[DATA FOR REVIEW]
---+---

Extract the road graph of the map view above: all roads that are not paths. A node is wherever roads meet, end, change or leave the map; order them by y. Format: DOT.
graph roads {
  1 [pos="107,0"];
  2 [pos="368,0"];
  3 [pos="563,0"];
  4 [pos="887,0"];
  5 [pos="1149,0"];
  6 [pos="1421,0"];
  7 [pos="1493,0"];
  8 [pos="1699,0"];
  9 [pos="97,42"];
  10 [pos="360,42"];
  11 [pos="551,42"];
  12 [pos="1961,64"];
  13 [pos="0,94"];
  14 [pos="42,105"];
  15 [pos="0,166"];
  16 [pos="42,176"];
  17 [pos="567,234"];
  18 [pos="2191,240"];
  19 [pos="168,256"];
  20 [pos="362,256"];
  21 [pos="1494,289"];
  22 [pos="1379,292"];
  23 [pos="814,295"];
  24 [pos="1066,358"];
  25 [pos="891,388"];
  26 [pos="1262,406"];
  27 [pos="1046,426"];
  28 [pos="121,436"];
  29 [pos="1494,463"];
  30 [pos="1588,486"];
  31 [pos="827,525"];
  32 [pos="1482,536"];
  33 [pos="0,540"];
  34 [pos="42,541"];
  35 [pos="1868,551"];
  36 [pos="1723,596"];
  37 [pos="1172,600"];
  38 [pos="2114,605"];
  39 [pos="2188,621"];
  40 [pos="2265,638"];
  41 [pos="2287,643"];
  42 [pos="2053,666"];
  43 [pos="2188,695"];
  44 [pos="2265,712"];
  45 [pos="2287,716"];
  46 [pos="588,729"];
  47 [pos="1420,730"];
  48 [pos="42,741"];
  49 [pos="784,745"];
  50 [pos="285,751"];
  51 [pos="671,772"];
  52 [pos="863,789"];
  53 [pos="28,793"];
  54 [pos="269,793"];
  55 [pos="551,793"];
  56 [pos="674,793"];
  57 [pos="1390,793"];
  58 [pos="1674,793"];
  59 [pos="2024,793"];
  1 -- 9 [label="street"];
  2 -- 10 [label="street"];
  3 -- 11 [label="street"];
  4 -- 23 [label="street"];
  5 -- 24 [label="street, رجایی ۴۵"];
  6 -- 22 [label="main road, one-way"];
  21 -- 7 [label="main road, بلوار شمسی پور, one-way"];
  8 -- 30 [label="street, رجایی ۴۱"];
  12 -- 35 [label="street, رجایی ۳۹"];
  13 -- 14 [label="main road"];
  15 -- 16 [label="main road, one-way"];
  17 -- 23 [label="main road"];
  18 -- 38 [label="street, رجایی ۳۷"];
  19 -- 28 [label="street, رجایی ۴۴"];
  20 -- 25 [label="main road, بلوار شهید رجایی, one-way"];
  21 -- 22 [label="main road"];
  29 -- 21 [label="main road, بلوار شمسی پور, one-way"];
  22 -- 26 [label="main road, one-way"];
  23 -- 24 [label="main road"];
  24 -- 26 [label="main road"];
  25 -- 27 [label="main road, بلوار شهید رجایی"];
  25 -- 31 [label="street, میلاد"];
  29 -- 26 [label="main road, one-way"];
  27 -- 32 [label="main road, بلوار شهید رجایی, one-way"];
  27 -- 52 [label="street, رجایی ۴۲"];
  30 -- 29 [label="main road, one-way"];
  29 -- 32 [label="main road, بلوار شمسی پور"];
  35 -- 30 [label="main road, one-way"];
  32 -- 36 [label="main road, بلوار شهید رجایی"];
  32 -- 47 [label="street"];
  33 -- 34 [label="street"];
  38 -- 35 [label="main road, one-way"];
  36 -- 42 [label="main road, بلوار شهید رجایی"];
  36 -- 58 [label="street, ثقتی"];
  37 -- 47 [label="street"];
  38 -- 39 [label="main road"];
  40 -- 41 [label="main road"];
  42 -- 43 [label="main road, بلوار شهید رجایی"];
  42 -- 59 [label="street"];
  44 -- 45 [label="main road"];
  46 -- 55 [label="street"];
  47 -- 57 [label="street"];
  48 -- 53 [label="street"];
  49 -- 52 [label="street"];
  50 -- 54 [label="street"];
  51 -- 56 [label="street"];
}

---+---

[PROBLEM REQUIREMENTS]
The job is to copy each line from the material above that holds the word "شمسی".

[RESULT OF THIS TASK]
  21 -- 7 [label="main road, بلوار شمسی پور, one-way"];
  29 -- 21 [label="main road, بلوار شمسی پور, one-way"];
  29 -- 32 [label="main road, بلوار شمسی پور"];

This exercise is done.